> [TASK OBJECTIVE] Can you restate the records below word for word?

> [INFORMATION SUPPLIED]
——————————

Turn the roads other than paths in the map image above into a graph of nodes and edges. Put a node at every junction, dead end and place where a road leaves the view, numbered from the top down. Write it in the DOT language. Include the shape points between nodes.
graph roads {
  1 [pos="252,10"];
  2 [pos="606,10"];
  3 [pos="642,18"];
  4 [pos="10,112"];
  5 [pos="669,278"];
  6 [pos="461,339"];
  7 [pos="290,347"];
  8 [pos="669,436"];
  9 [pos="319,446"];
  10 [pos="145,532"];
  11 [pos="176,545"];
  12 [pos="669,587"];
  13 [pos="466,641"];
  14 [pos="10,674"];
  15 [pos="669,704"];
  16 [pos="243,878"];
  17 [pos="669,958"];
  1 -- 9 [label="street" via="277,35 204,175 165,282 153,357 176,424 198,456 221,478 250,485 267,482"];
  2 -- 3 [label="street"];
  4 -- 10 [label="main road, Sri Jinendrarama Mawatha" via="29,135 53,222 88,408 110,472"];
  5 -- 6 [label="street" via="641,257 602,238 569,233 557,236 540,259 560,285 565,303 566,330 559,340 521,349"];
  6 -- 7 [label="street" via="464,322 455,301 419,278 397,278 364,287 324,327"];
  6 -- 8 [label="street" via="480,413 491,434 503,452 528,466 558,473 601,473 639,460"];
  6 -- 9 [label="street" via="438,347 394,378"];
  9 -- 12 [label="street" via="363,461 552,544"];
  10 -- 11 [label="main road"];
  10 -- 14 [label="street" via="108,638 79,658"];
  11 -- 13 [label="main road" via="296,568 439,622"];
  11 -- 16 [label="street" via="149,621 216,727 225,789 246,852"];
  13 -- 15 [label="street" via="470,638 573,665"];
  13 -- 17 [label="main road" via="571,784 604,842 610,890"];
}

——————————

> [ANSWER TO THIS TASK]
Turn the roads other than paths in the map image above into a graph of nodes and edges. Put a node at every junction, dead end and place where a road leaves the view, numbered from the top down. Write it in the DOT language. Include the shape points between nodes.
graph roads {
  1 [pos="252,10"];
  2 [pos="606,10"];
  3 [pos="642,18"];
  4 [pos="10,112"];
  5 [pos="669,278"];
  6 [pos="461,339"];
  7 [pos="290,347"];
  8 [pos="669,436"];
  9 [pos="319,446"];
  10 [pos="145,532"];
  11 [pos="176,545"];
  12 [pos="669,587"];
  13 [pos="466,641"];
  14 [pos="10,674"];
  15 [pos="669,704"];
  16 [pos="243,878"];
  17 [pos="669,958"];
  1 -- 9 [label="street" via="277,35 204,175 165,282 153,357 176,424 198,456 221,478 250,485 267,482"];
  2 -- 3 [label="street"];
  4 -- 10 [label="main road, Sri Jinendrarama Mawatha" via="29,135 53,222 88,408 110,472"];
  5 -- 6 [label="street" via="641,257 602,238 569,233 557,236 540,259 560,285 565,303 566,330 559,340 521,349"];
  6 -- 7 [label="street" via="464,322 455,301 419,278 397,278 364,287 324,327"];
  6 -- 8 [label="street" via="480,413 491,434 503,452 528,466 558,473 601,473 639,460"];
  6 -- 9 [label="street" via="438,347 394,378"];
  9 -- 12 [label="street" via="363,461 552,544"];
  10 -- 11 [label="main road"];
  10 -- 14 [label="street" via="108,638 79,658"];
  11 -- 13 [label="main road" via="296,568 439,622"];
  11 -- 16 [label="street" via="149,621 216,727 225,789 246,852"];
  13 -- 15 [label="street" via="470,638 573,665"];
  13 -- 17 [label="main road" via="571,784 604,842 610,890"];
}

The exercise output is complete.